MP66-12: Urinary Metabolic Profiling Allows Rapid Bladder Cancer Diagnosis

Monday, September 13, 2021 8:00 PM to 10:00 PM


Authors: Caleb Seufert, Xiaowei Song, Kathleen Mach, Timothy Lee, Richard Zare, Joseph Liao

Introduction: Non-invasive strategies for bladder cancer (BC) detection are recognized as a major unmet need. Metabolomics, the profiling of small molecule substrates, intermediates, and products of cell metabolism, can be used to identify malignancies using cells or biological fluids. Urine represents a non-invasive carrier of choice for BC diagnostics.  Conventional mass spectrometry is limited by complex sample processing creating a barrier to clinical translation.  In this pilot study, we investigated conductive polymer ionization mass spectrometry (CPSI-MS) of urine samples and analyzed the results with machine learning (ML) to identify the metabolomic signature of BC.

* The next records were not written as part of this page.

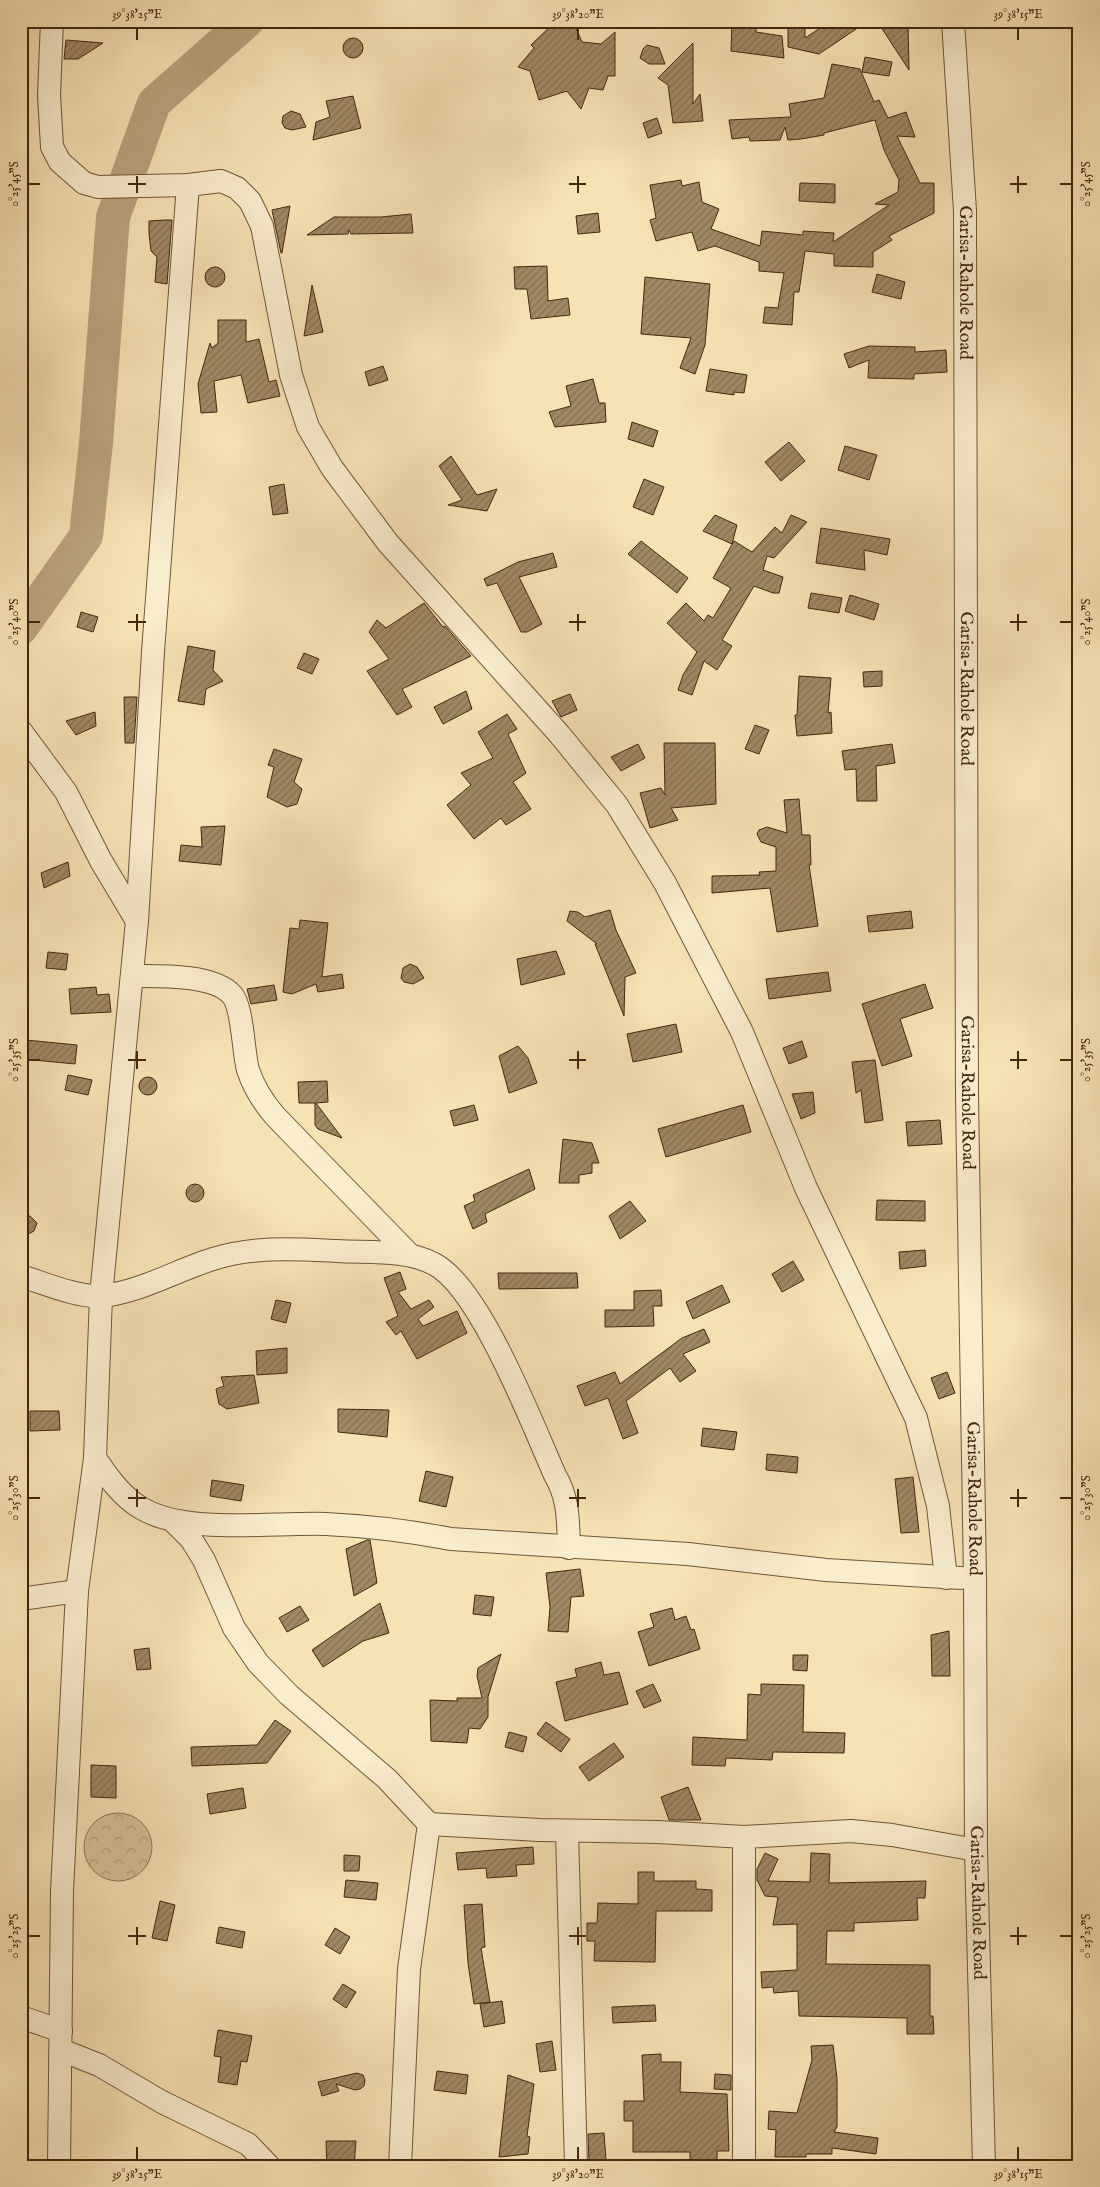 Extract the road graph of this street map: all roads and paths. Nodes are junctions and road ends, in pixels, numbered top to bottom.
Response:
1 (52, 21) edge
2 (953, 21) edge
3 (188, 185) junction
4 (21, 731) edge
5 (137, 920) junction
6 (132, 976) junction
7 (410, 1255) junction
8 (21, 1276) edge
9 (101, 1296) junction
10 (95, 1458) junction
11 (173, 1521) junction
12 (569, 1548) junction
13 (946, 1578) junction
14 (975, 1579) junction
15 (77, 1591) junction
16 (21, 1599) edge
17 (429, 1824) junction
18 (567, 1831) junction
19 (744, 1837) junction
20 (976, 1850) junction
21 (21, 2016) edge
22 (61, 2040) junction
23 (59, 2166) edge
24 (269, 2166) edge
25 (400, 2166) edge
26 (576, 2166) edge
27 (744, 2166) edge
28 (984, 2166) edge

1 - 3 street
2 - 14 street, Garisa-Rahole Road
3 - 5 street
3 - 13 street
4 - 5 street
5 - 6 street
6 - 7 street
6 - 9 street
7 - 9 street
7 - 12 street
8 - 9 street
9 - 10 street
10 - 11 street
10 - 15 street
11 - 12 street
11 - 17 street
12 - 13 street
13 - 14 street
14 - 20 street, Garisa-Rahole Road
15 - 16 street
15 - 22 street
17 - 18 street
17 - 25 street
18 - 19 street
18 - 26 street
19 - 20 street
19 - 27 street
20 - 28 street, Garisa-Rahole Road
21 - 22 street
22 - 23 street
22 - 24 street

Methods: With IRB approval and participant consent, urine samples were collected from individuals with and without tissue-proven BC. Histopathological grade distribution included 27.5% (11) low grade and 72.5% (29) high grade.Initial metabolite identification and ML model development was conducted with 47 control and 40 BC urine specimens. For CPSI-MS processing, 3 ml of urine was loaded directly onto the tip of the conductive polymer.  Total assay time from sample loading to data acquisition averaged 15 seconds. Mann-Whitney U test was used to discover the potential metabolite markers in the univariate analysis. Using the optimal ML model, support vector machine (SVM) sets of metabolic profiles were identified to distinguish between BC and control samples.  A 5-fold cross validation was introduced to assess CPSI-MS/ML generalization ability to identify BC.

Results: A set of 49 candidate urine metabolites was selected based on fold difference, statistical significance, and metabolic pathway origin. These metabolites are involved in arginine, proline, carnitine, and histidine metabolic pathways. The SVM model distinguished BC from benign control urine specimens with an accuracy of 87.4%, and sensitivity and specificity were both 87%.  Preliminary analysis suggests metabolomic profiling could be used to discern pathological grade.

Conclusions: The CPSI-MS/ML assay present here is a feasible tool for rapid, non-invasive, and sensitive urine metabolite analysis that warrants validation in a larger patient cohort. CPSI-MS allows for direct urine analysis and is amenable to automated detection of bladder cancer in clinical practice.